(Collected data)
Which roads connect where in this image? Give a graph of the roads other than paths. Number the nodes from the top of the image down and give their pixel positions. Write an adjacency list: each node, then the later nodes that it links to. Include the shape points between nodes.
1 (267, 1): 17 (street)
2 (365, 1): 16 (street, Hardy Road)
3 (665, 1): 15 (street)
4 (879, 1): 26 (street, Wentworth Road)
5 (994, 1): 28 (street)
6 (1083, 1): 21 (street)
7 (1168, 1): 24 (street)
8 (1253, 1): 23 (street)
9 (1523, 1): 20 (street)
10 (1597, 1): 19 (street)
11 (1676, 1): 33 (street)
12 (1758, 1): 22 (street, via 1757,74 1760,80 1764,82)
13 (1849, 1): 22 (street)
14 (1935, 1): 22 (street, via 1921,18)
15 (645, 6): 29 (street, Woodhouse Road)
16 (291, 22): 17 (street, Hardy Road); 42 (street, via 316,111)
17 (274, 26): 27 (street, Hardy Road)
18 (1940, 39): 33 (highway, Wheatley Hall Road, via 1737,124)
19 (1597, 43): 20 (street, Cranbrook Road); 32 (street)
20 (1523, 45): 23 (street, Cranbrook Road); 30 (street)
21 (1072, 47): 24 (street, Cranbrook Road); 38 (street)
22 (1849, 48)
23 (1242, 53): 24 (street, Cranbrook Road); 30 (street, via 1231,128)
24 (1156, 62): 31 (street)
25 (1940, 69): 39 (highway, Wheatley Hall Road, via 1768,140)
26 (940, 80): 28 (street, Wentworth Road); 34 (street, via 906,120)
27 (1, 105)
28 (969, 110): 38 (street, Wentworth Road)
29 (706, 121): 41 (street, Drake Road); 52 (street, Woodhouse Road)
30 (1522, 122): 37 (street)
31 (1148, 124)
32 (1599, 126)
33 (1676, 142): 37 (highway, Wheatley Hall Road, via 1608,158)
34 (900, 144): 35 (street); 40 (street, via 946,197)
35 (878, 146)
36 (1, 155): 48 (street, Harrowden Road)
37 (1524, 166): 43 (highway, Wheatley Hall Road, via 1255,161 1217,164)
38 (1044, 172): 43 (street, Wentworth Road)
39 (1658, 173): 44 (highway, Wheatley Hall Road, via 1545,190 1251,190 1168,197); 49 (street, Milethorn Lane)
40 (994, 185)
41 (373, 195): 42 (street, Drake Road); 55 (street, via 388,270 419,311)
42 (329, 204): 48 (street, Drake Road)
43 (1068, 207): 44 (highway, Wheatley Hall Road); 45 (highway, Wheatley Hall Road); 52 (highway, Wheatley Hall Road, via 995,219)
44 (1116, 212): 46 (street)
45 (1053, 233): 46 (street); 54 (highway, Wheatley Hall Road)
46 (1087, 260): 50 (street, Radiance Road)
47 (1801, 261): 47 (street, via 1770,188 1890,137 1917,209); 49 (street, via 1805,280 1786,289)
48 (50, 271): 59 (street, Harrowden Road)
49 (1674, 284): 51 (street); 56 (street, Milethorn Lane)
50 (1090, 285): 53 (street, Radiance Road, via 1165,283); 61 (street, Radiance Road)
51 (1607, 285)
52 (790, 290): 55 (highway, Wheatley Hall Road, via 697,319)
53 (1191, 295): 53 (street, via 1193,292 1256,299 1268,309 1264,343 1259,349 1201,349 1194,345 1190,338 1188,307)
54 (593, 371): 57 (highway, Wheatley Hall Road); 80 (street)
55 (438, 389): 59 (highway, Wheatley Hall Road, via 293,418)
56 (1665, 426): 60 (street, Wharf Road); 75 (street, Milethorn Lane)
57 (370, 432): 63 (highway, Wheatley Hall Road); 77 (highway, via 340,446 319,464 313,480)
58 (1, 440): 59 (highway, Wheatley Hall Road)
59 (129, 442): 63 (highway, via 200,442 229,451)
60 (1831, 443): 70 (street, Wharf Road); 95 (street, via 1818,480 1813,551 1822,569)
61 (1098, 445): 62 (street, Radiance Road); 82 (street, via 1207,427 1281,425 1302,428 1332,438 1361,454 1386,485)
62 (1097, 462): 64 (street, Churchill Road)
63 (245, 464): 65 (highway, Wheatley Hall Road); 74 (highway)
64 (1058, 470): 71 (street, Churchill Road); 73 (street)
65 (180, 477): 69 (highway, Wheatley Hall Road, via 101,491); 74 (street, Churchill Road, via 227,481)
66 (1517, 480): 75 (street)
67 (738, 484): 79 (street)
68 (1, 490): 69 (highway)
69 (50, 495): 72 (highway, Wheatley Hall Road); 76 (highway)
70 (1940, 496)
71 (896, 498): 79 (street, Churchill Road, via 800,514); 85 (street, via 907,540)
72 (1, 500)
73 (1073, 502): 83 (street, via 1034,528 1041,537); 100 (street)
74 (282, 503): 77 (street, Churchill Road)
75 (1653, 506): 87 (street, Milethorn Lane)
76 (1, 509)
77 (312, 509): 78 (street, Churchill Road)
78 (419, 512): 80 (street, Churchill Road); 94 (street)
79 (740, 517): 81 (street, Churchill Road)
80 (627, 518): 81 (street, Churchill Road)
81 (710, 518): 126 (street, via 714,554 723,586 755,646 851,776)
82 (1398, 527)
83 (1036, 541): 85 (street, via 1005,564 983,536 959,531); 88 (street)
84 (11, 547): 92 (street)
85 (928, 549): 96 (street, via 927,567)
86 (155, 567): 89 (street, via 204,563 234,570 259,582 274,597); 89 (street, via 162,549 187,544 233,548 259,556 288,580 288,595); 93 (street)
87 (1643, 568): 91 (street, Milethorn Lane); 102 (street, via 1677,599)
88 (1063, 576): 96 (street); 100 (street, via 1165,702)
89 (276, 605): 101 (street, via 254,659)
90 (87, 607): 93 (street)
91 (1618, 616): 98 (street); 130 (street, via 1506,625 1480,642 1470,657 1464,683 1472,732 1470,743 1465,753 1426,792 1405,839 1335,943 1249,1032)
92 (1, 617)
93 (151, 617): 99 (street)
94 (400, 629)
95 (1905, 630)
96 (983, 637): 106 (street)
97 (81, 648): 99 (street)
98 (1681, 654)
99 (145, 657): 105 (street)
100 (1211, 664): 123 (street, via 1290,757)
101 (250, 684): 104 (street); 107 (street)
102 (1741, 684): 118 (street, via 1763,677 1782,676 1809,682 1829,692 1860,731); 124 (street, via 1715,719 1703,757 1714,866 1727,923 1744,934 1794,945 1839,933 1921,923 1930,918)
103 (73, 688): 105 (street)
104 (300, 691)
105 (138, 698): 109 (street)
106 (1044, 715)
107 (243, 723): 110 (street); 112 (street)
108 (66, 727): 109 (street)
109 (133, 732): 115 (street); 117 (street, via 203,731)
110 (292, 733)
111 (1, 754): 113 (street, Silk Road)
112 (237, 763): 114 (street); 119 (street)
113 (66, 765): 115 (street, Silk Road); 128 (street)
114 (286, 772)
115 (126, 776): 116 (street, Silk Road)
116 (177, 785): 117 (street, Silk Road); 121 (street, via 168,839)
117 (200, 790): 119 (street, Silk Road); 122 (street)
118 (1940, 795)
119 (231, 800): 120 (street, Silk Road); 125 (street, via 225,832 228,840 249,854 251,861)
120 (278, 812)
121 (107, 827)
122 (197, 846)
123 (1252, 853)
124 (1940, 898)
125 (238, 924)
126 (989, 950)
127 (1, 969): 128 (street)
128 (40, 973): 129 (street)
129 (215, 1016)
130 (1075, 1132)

• [Exercise objective]
Your task is an exact transcription of every line above.

• [Your response]
Which roads connect where in this image? Give a graph of the roads other than paths. Number the nodes from the top of the image down and give their pixel positions. Write an adjacency list: each node, then the later nodes that it links to. Include the shape points between nodes.
1 (267, 1): 17 (street)
2 (365, 1): 16 (street, Hardy Road)
3 (665, 1): 15 (street)
4 (879, 1): 26 (street, Wentworth Road)
5 (994, 1): 28 (street)
6 (1083, 1): 21 (street)
7 (1168, 1): 24 (street)
8 (1253, 1): 23 (street)
9 (1523, 1): 20 (street)
10 (1597, 1): 19 (street)
11 (1676, 1): 33 (street)
12 (1758, 1): 22 (street, via 1757,74 1760,80 1764,82)
13 (1849, 1): 22 (street)
14 (1935, 1): 22 (street, via 1921,18)
15 (645, 6): 29 (street, Woodhouse Road)
16 (291, 22): 17 (street, Hardy Road); 42 (street, via 316,111)
17 (274, 26): 27 (street, Hardy Road)
18 (1940, 39): 33 (highway, Wheatley Hall Road, via 1737,124)
19 (1597, 43): 20 (street, Cranbrook Road); 32 (street)
20 (1523, 45): 23 (street, Cranbrook Road); 30 (street)
21 (1072, 47): 24 (street, Cranbrook Road); 38 (street)
22 (1849, 48)
23 (1242, 53): 24 (street, Cranbrook Road); 30 (street, via 1231,128)
24 (1156, 62): 31 (street)
25 (1940, 69): 39 (highway, Wheatley Hall Road, via 1768,140)
26 (940, 80): 28 (street, Wentworth Road); 34 (street, via 906,120)
27 (1, 105)
28 (969, 110): 38 (street, Wentworth Road)
29 (706, 121): 41 (street, Drake Road); 52 (street, Woodhouse Road)
30 (1522, 122): 37 (street)
31 (1148, 124)
32 (1599, 126)
33 (1676, 142): 37 (highway, Wheatley Hall Road, via 1608,158)
34 (900, 144): 35 (street); 40 (street, via 946,197)
35 (878, 146)
36 (1, 155): 48 (street, Harrowden Road)
37 (1524, 166): 43 (highway, Wheatley Hall Road, via 1255,161 1217,164)
38 (1044, 172): 43 (street, Wentworth Road)
39 (1658, 173): 44 (highway, Wheatley Hall Road, via 1545,190 1251,190 1168,197); 49 (street, Milethorn Lane)
40 (994, 185)
41 (373, 195): 42 (street, Drake Road); 55 (street, via 388,270 419,311)
42 (329, 204): 48 (street, Drake Road)
43 (1068, 207): 44 (highway, Wheatley Hall Road); 45 (highway, Wheatley Hall Road); 52 (highway, Wheatley Hall Road, via 995,219)
44 (1116, 212): 46 (street)
45 (1053, 233): 46 (street); 54 (highway, Wheatley Hall Road)
46 (1087, 260): 50 (street, Radiance Road)
47 (1801, 261): 47 (street, via 1770,188 1890,137 1917,209); 49 (street, via 1805,280 1786,289)
48 (50, 271): 59 (street, Harrowden Road)
49 (1674, 284): 51 (street); 56 (street, Milethorn Lane)
50 (1090, 285): 53 (street, Radiance Road, via 1165,283); 61 (street, Radiance Road)
51 (1607, 285)
52 (790, 290): 55 (highway, Wheatley Hall Road, via 697,319)
53 (1191, 295): 53 (street, via 1193,292 1256,299 1268,309 1264,343 1259,349 1201,349 1194,345 1190,338 1188,307)
54 (593, 371): 57 (highway, Wheatley Hall Road); 80 (street)
55 (438, 389): 59 (highway, Wheatley Hall Road, via 293,418)
56 (1665, 426): 60 (street, Wharf Road); 75 (street, Milethorn Lane)
57 (370, 432): 63 (highway, Wheatley Hall Road); 77 (highway, via 340,446 319,464 313,480)
58 (1, 440): 59 (highway, Wheatley Hall Road)
59 (129, 442): 63 (highway, via 200,442 229,451)
60 (1831, 443): 70 (street, Wharf Road); 95 (street, via 1818,480 1813,551 1822,569)
61 (1098, 445): 62 (street, Radiance Road); 82 (street, via 1207,427 1281,425 1302,428 1332,438 1361,454 1386,485)
62 (1097, 462): 64 (street, Churchill Road)
63 (245, 464): 65 (highway, Wheatley Hall Road); 74 (highway)
64 (1058, 470): 71 (street, Churchill Road); 73 (street)
65 (180, 477): 69 (highway, Wheatley Hall Road, via 101,491); 74 (street, Churchill Road, via 227,481)
66 (1517, 480): 75 (street)
67 (738, 484): 79 (street)
68 (1, 490): 69 (highway)
69 (50, 495): 72 (highway, Wheatley Hall Road); 76 (highway)
70 (1940, 496)
71 (896, 498): 79 (street, Churchill Road, via 800,514); 85 (street, via 907,540)
72 (1, 500)
73 (1073, 502): 83 (street, via 1034,528 1041,537); 100 (street)
74 (282, 503): 77 (street, Churchill Road)
75 (1653, 506): 87 (street, Milethorn Lane)
76 (1, 509)
77 (312, 509): 78 (street, Churchill Road)
78 (419, 512): 80 (street, Churchill Road); 94 (street)
79 (740, 517): 81 (street, Churchill Road)
80 (627, 518): 81 (street, Churchill Road)
81 (710, 518): 126 (street, via 714,554 723,586 755,646 851,776)
82 (1398, 527)
83 (1036, 541): 85 (street, via 1005,564 983,536 959,531); 88 (street)
84 (11, 547): 92 (street)
85 (928, 549): 96 (street, via 927,567)
86 (155, 567): 89 (street, via 204,563 234,570 259,582 274,597); 89 (street, via 162,549 187,544 233,548 259,556 288,580 288,595); 93 (street)
87 (1643, 568): 91 (street, Milethorn Lane); 102 (street, via 1677,599)
88 (1063, 576): 96 (street); 100 (street, via 1165,702)
89 (276, 605): 101 (street, via 254,659)
90 (87, 607): 93 (street)
91 (1618, 616): 98 (street); 130 (street, via 1506,625 1480,642 1470,657 1464,683 1472,732 1470,743 1465,753 1426,792 1405,839 1335,943 1249,1032)
92 (1, 617)
93 (151, 617): 99 (street)
94 (400, 629)
95 (1905, 630)
96 (983, 637): 106 (street)
97 (81, 648): 99 (street)
98 (1681, 654)
99 (145, 657): 105 (street)
100 (1211, 664): 123 (street, via 1290,757)
101 (250, 684): 104 (street); 107 (street)
102 (1741, 684): 118 (street, via 1763,677 1782,676 1809,682 1829,692 1860,731); 124 (street, via 1715,719 1703,757 1714,866 1727,923 1744,934 1794,945 1839,933 1921,923 1930,918)
103 (73, 688): 105 (street)
104 (300, 691)
105 (138, 698): 109 (street)
106 (1044, 715)
107 (243, 723): 110 (street); 112 (street)
108 (66, 727): 109 (street)
109 (133, 732): 115 (street); 117 (street, via 203,731)
110 (292, 733)
111 (1, 754): 113 (street, Silk Road)
112 (237, 763): 114 (street); 119 (street)
113 (66, 765): 115 (street, Silk Road); 128 (street)
114 (286, 772)
115 (126, 776): 116 (street, Silk Road)
116 (177, 785): 117 (street, Silk Road); 121 (street, via 168,839)
117 (200, 790): 119 (street, Silk Road); 122 (street)
118 (1940, 795)
119 (231, 800): 120 (street, Silk Road); 125 (street, via 225,832 228,840 249,854 251,861)
120 (278, 812)
121 (107, 827)
122 (197, 846)
123 (1252, 853)
124 (1940, 898)
125 (238, 924)
126 (989, 950)
127 (1, 969): 128 (street)
128 (40, 973): 129 (street)
129 (215, 1016)
130 (1075, 1132)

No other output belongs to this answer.